Parametric study of steel flush and extended end-plate joints under column loss scenario: Fid-Bau Portal

Parametric study of steel flush and extended end-plate joints under column loss scenario

Kukla, Damian / Kozlowski, Aleksander

Highlights • Conducted numerical simulations of bolted flush and extended end-plate joints. • Considered end-plate thickness, diameter, grade, and number of bolt rows in joint. • Recommended symmetrical configurations of end plate, thicker end plate, and higher bolt diameter for accidental scenarios. • Presented three innovative conceptions of bolted end-plate joints. • Achieved significant increase in joint load and rotation capacities of modified joints.
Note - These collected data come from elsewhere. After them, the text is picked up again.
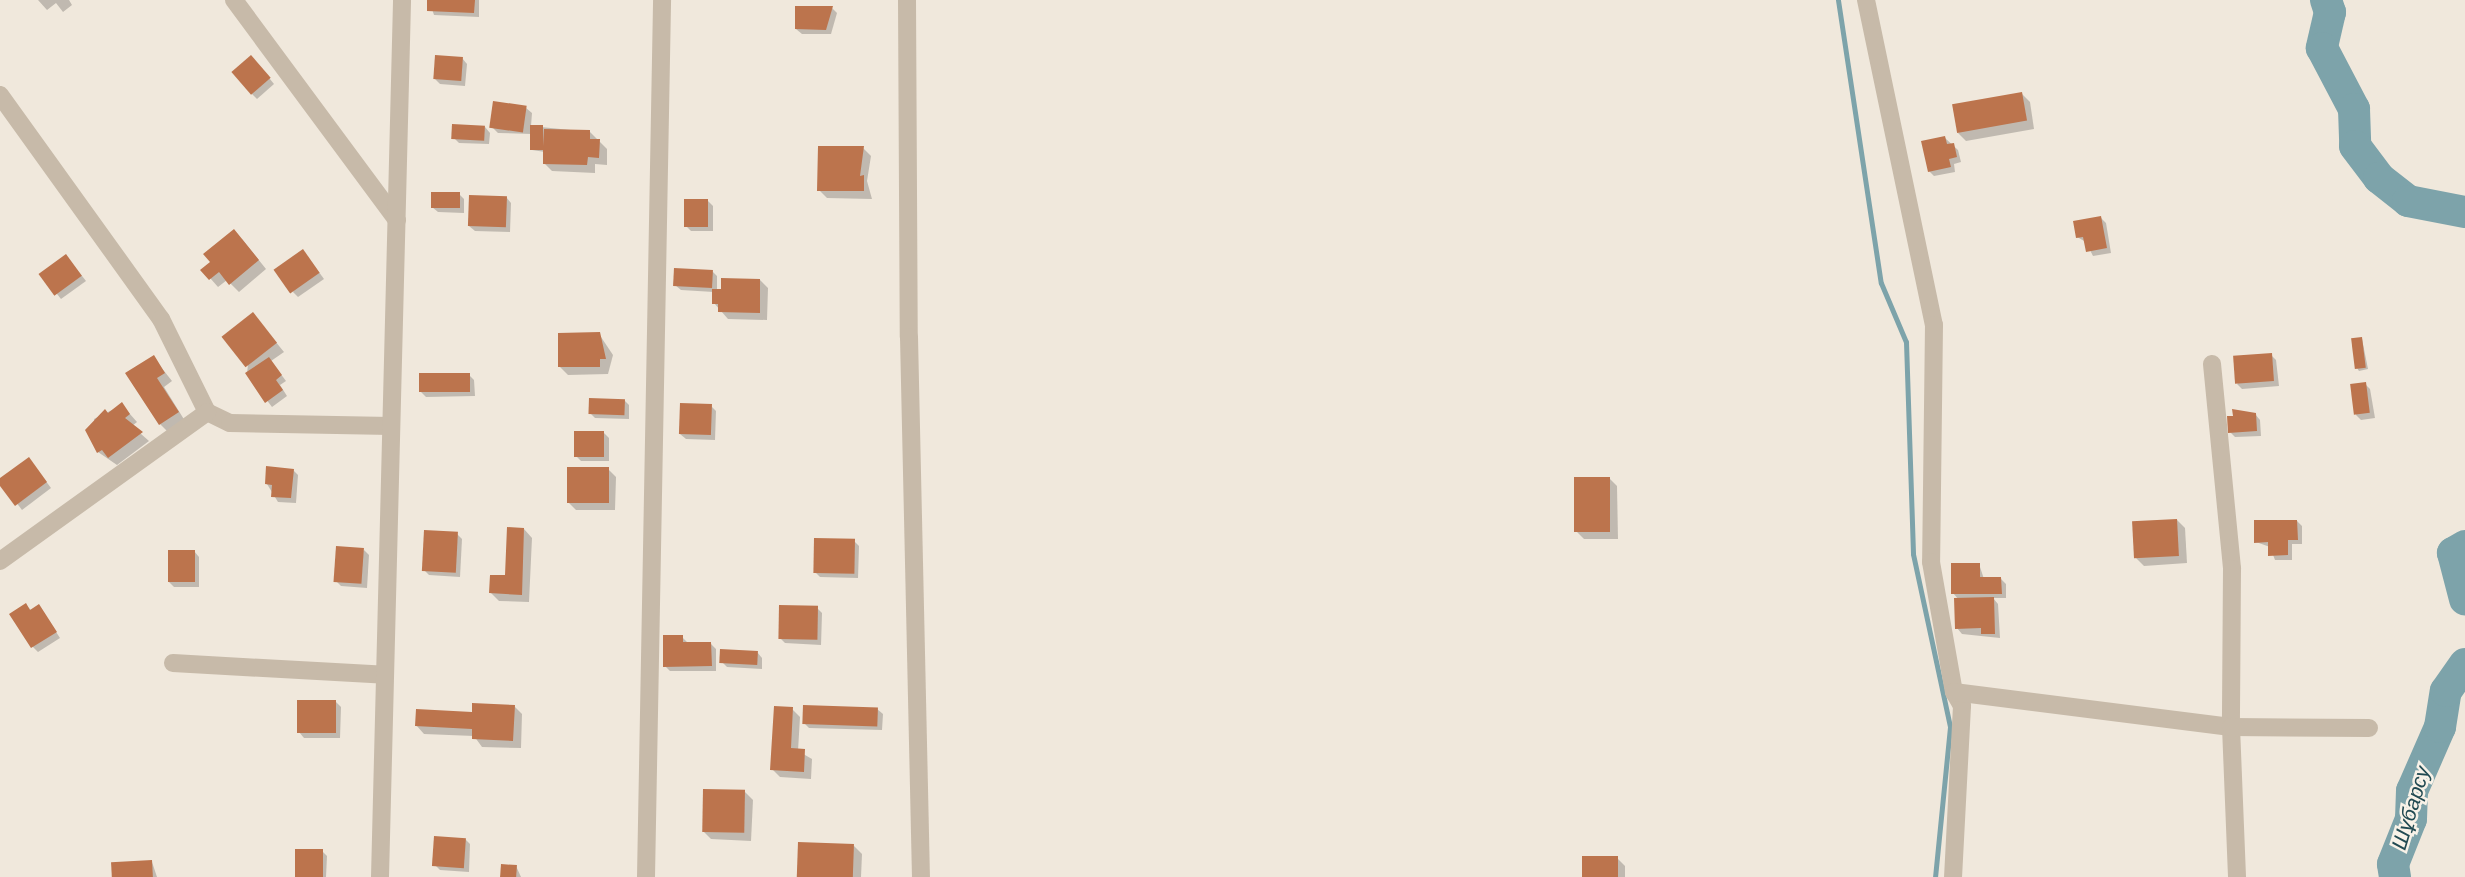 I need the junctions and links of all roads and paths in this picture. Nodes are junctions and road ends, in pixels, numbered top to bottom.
1 (234, 0) edge
2 (402, 0) edge
3 (662, 0) edge
4 (907, 0) edge
5 (1866, 0) edge
6 (0, 95) edge
7 (397, 220) junction
8 (2213, 364) dead end
9 (207, 412) junction
10 (391, 426) junction
11 (2, 555) edge
12 (173, 663) dead end
13 (385, 675) junction
14 (1954, 692) junction
15 (2231, 727) junction
16 (2369, 728) dead end
17 (380, 877) edge
18 (646, 877) edge
19 (920, 877) edge
20 (1953, 877) edge
21 (2237, 877) edge

1 - 7 street
2 - 7 street
3 - 18 street
4 - 19 street
5 - 14 street
6 - 9 street
7 - 10 street
8 - 15 street
9 - 10 street
9 - 11 street
10 - 13 street
12 - 13 street
13 - 17 street
14 - 15 street
14 - 20 street
15 - 16 street
15 - 21 street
Abstract In steel-framed structures, joints play an essential role in providing a frame response to loading under persistence scenarios and especially in robustness analysis, which is very often executed in column loss scenarios. A type of joint used in framed structures is a bolted end-plate joint with extended and flush end plates. Experimental tests of six configurations of extended and flush end-plate joints were conducted to understand the actual joint behaviour under loading based on bending moment and tension force from catenary action. An advanced 3D FEM model of the joints was created using Abaqus software. Validated to own results of the experimental tests models were used in a wide parametric study to investigate the effect of the arrangement and thickness of the end plate, number, placement, and grade of bolts. The results provide practical recommendations for improving the joint characteristics required in accidental scenarios, for example, for enhanced resistance and rotation capacity under bending moment and tension force. The change from brittle to ductile failure mode was analysed as the second major parameter of joint ultimate behaviour. The thicker end plate and higher bolt diameter as the main component of the connection with the unstiffened column web was recommended to increase capacity in an accidental scenario. Finally, few proposals were presented to create innovative joints that demonstrate better performance in the column loss case: additional channels, saddles, and rings at bottom beam flanges. A significant increment in the load capacity and rotation capacity of the modified joints was achieved. The failure mode of the modified joints was changed moving the damage outside the joint zone. Further, the brittle destruction of bolts and end-plate fracture were avoided in the innovative models of joints.